Collocati tutti i BOT in attesa della sentenza della Corte tedesca

di Fabrizio Martini Commenta

L'asta da 7 miliardi di euro di titoli di stato italiani con scadenza ad un anno si è conclusa con rendimenti in rialzo.

bot

Il ministero del Tesoro ha provveduto ad emettere un valore di 7 miliardi di euro in titoli di stato italiani con un anno di scadenza (364 giorni). Le tensioni dei mercati e la volatilità dei tassi hanno fatto da padrone in questa ultima audizione pubblica per la vendita di titoli.

 

Le turbolenze dipendono dalla incerta situazione giapponese, che ha visto la borsa nipponica perdere ingenti quantità di capitali da due settimane a questa parte e dalla attesa della sentenza della Corte Costituzionale tedesca, che si pronuncerà a giorni sull’operato della Banca Centrale Europa guidata da Mario Draghi, in particolare sulle misure anti-spread, che hanno consentito di congelare ed attenuare la crisi e il contagio nei paesi periferici dell’Unione Europea. Una eventuale bocciatura da parte della Corte tedesca delle misure della BCE aprirebbe a scenari non meglio precisati e potrebbe verificarsi nuovamente un’estate torrida sul lato finanziario come quella del 2011, durante il Governo Berlusconi, che fu portato poi a dimettersi.

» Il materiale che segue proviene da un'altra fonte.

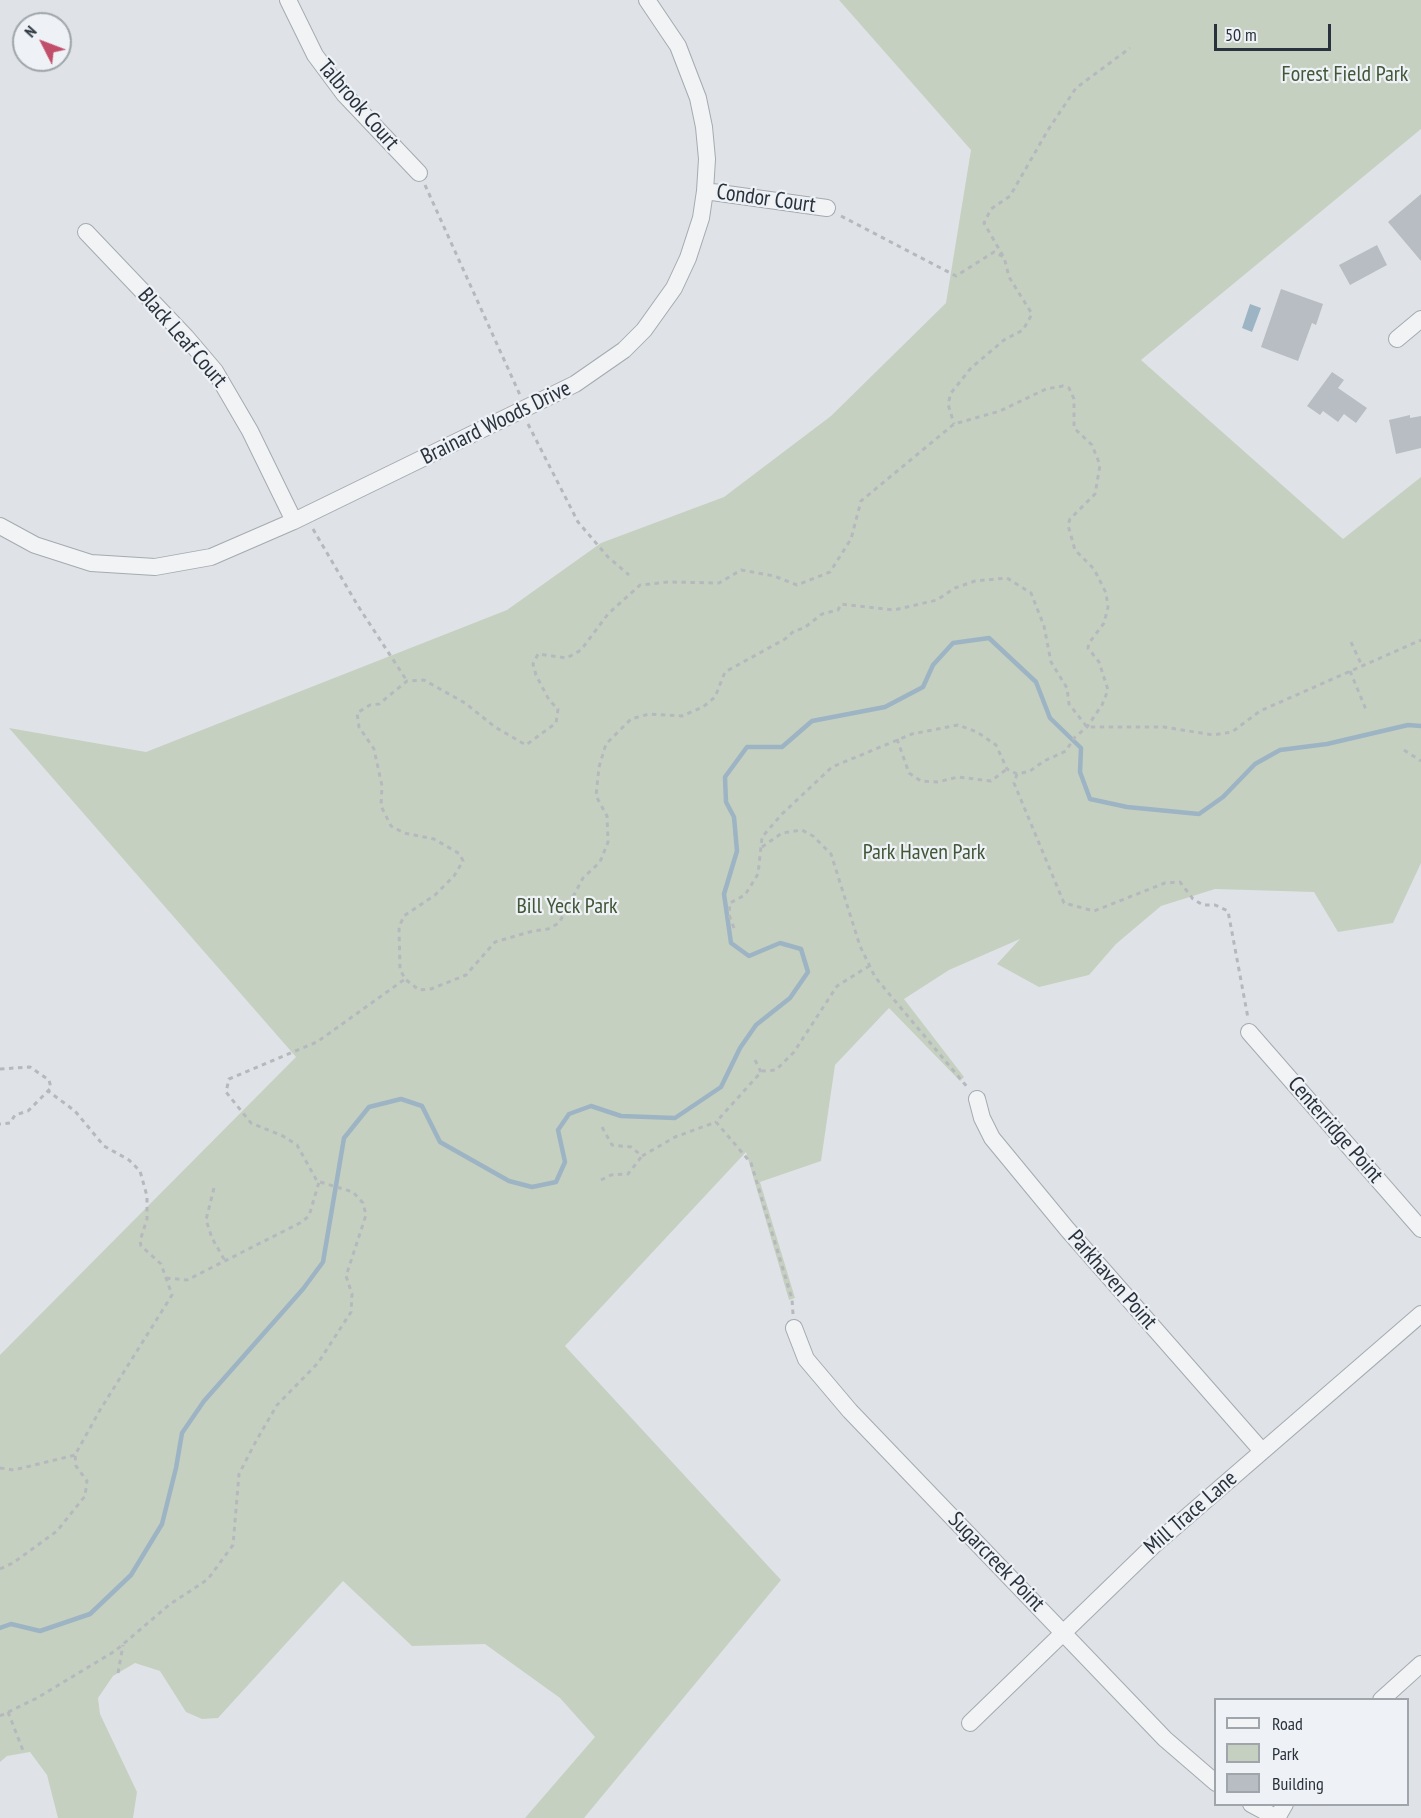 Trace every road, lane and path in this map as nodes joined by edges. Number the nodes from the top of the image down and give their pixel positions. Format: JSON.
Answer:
{"nodes":[{"id":1,"x":288,"y":0,"type":"edge"},
{"id":2,"x":647,"y":0,"type":"edge"},
{"id":3,"x":1130,"y":48,"type":"dead end"},
{"id":4,"x":419,"y":173,"type":"joint"},
{"id":5,"x":705,"y":191,"type":"junction"},
{"id":6,"x":826,"y":207,"type":"joint"},
{"id":7,"x":86,"y":232,"type":"dead end"},
{"id":8,"x":1004,"y":257,"type":"junction"},
{"id":9,"x":1421,"y":319,"type":"edge"},
{"id":10,"x":1398,"y":339,"type":"dead end"},
{"id":11,"x":521,"y":410,"type":"junction"},
{"id":12,"x":954,"y":424,"type":"junction"},
{"id":13,"x":299,"y":518,"type":"junction"},
{"id":14,"x":0,"y":526,"type":"edge"},
{"id":15,"x":629,"y":575,"type":"dead end"},
{"id":16,"x":1421,"y":640,"type":"edge"},
{"id":17,"x":1351,"y":642,"type":"dead end"},
{"id":18,"x":1362,"y":666,"type":"junction"},
{"id":19,"x":1350,"y":671,"type":"junction"},
{"id":20,"x":407,"y":681,"type":"junction"},
{"id":21,"x":1367,"y":712,"type":"dead end"},
{"id":22,"x":1087,"y":727,"type":"junction"},
{"id":23,"x":897,"y":739,"type":"junction"},
{"id":24,"x":1404,"y":750,"type":"dead end"},
{"id":25,"x":1421,"y":761,"type":"edge"},
{"id":26,"x":1007,"y":769,"type":"junction"},
{"id":27,"x":1017,"y":774,"type":"junction"},
{"id":28,"x":762,"y":847,"type":"junction"},
{"id":29,"x":734,"y":928,"type":"dead end"},
{"id":30,"x":869,"y":966,"type":"junction"},
{"id":31,"x":405,"y":979,"type":"junction"},
{"id":32,"x":1249,"y":1032,"type":"joint"},
{"id":33,"x":755,"y":1059,"type":"dead end"},
{"id":34,"x":0,"y":1069,"type":"edge"},
{"id":35,"x":761,"y":1072,"type":"junction"},
{"id":36,"x":48,"y":1091,"type":"junction"},
{"id":37,"x":977,"y":1099,"type":"joint"},
{"id":38,"x":716,"y":1122,"type":"junction"},
{"id":39,"x":0,"y":1124,"type":"edge"},
{"id":40,"x":602,"y":1127,"type":"dead end"},
{"id":41,"x":642,"y":1156,"type":"junction"},
{"id":42,"x":600,"y":1180,"type":"dead end"},
{"id":43,"x":320,"y":1182,"type":"junction"},
{"id":44,"x":214,"y":1188,"type":"dead end"},
{"id":45,"x":1421,"y":1229,"type":"edge"},
{"id":46,"x":225,"y":1261,"type":"junction"},
{"id":47,"x":166,"y":1278,"type":"junction"},
{"id":48,"x":1421,"y":1314,"type":"edge"},
{"id":49,"x":794,"y":1328,"type":"joint"},
{"id":50,"x":1262,"y":1451,"type":"junction"},
{"id":51,"x":75,"y":1455,"type":"junction"},
{"id":52,"x":0,"y":1468,"type":"edge"},
{"id":53,"x":0,"y":1569,"type":"edge"},
{"id":54,"x":1063,"y":1633,"type":"junction"},
{"id":55,"x":123,"y":1644,"type":"junction"},
{"id":56,"x":1421,"y":1665,"type":"edge"},
{"id":57,"x":118,"y":1673,"type":"dead end"},
{"id":58,"x":1383,"y":1698,"type":"edge"},
{"id":59,"x":8,"y":1712,"type":"junction"},
{"id":60,"x":0,"y":1716,"type":"edge"},
{"id":61,"x":970,"y":1723,"type":"dead end"},
{"id":62,"x":24,"y":1753,"type":"dead end"},
{"id":63,"x":1214,"y":1782,"type":"edge"},
{"id":64,"x":1255,"y":1806,"type":"edge"},
{"id":65,"x":1277,"y":1818,"type":"edge"}],
"edges":[{"from":1,"to":4,"type":"street","name":"Talbrook Court"},
{"from":2,"to":5,"type":"street","name":"Brainard Woods Drive"},
{"from":3,"to":8,"type":"path"},
{"from":4,"to":11,"type":"path"},
{"from":5,"to":6,"type":"street","name":"Condor Court"},
{"from":5,"to":11,"type":"street","name":"Brainard Woods Drive"},
{"from":6,"to":8,"type":"path"},
{"from":7,"to":13,"type":"street","name":"Black Leaf Court"},
{"from":8,"to":12,"type":"path"},
{"from":9,"to":10,"type":"street"},
{"from":11,"to":13,"type":"street","name":"Brainard Woods Drive"},
{"from":11,"to":15,"type":"path"},
{"from":12,"to":20,"type":"path"},
{"from":12,"to":22,"type":"path"},
{"from":13,"to":14,"type":"street","name":"Brainard Woods Drive"},
{"from":13,"to":20,"type":"path"},
{"from":16,"to":18,"type":"path"},
{"from":17,"to":18,"type":"path"},
{"from":18,"to":19,"type":"path"},
{"from":19,"to":21,"type":"path"},
{"from":19,"to":22,"type":"path"},
{"from":20,"to":31,"type":"path"},
{"from":22,"to":27,"type":"path"},
{"from":22,"to":31,"type":"path"},
{"from":23,"to":26,"type":"path"},
{"from":23,"to":26,"type":"path"},
{"from":23,"to":28,"type":"path"},
{"from":24,"to":25,"type":"path"},
{"from":26,"to":27,"type":"path"},
{"from":27,"to":32,"type":"path"},
{"from":28,"to":29,"type":"path"},
{"from":28,"to":30,"type":"path"},
{"from":30,"to":35,"type":"path"},
{"from":30,"to":37,"type":"path"},
{"from":31,"to":43,"type":"path"},
{"from":32,"to":45,"type":"street","name":"Centerridge Point"},
{"from":33,"to":35,"type":"path"},
{"from":34,"to":36,"type":"path"},
{"from":35,"to":38,"type":"path"},
{"from":36,"to":39,"type":"path"},
{"from":36,"to":47,"type":"path"},
{"from":37,"to":50,"type":"street","name":"Parkhaven Point"},
{"from":38,"to":41,"type":"path"},
{"from":38,"to":49,"type":"path"},
{"from":40,"to":41,"type":"path"},
{"from":41,"to":42,"type":"path"},
{"from":43,"to":46,"type":"path"},
{"from":43,"to":55,"type":"path"},
{"from":44,"to":46,"type":"path"},
{"from":46,"to":47,"type":"path"},
{"from":47,"to":51,"type":"path"},
{"from":48,"to":50,"type":"street","name":"Mill Trace Lane"},
{"from":49,"to":54,"type":"street","name":"Sugarcreek Point"},
{"from":50,"to":54,"type":"street","name":"Mill Trace Lane"},
{"from":51,"to":52,"type":"path"},
{"from":51,"to":53,"type":"path"},
{"from":54,"to":61,"type":"street","name":"Mill Trace Lane"},
{"from":54,"to":63,"type":"street","name":"Sugarcreek Point"},
{"from":55,"to":57,"type":"path"},
{"from":55,"to":59,"type":"path"},
{"from":56,"to":58,"type":"street"},
{"from":59,"to":60,"type":"path"},
{"from":59,"to":62,"type":"path"},
{"from":64,"to":65,"type":"street"}]}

L‘asta da 7 miliardi di euro è finita con rendimenti in rialzo. I bot annuali sono stati piazzati ad un tasso di rendimento dello 0,96%, in rialzo rispetto alle precedenti aste. E’ stata comunque molto sostenuta la richiesta dei titoli italiani. A fronte dei 7 miliardi richiesti dal Tesoro, gli investitori ne hanno domandati in tutto 15. Gli investitori hanno richiesto la cifra differenziata tra Bot annuali, trimestrali e indicizzati. L’asta dei Bot a scadenza fra 364 giorni è andata così bene che in assenza di esigenze di cassa, il Ministero del Tesoro ha deciso di sospendere l’altra asta di Bot trimestrali prevista per i prossimi giorni.

Il mercato obbligazionario ha aperto in ribasso, molto sottotono, e alla fine è stato spuntato il tasso di rendimento dello 0,962%. Un dato che è nettamente in rialzo rispetto ai minimi toccati durante lo scorso mese di marzo. L’Italia dovrà quindi pagare più interessi per questo stock di 7 milardi piazzati in questa asta.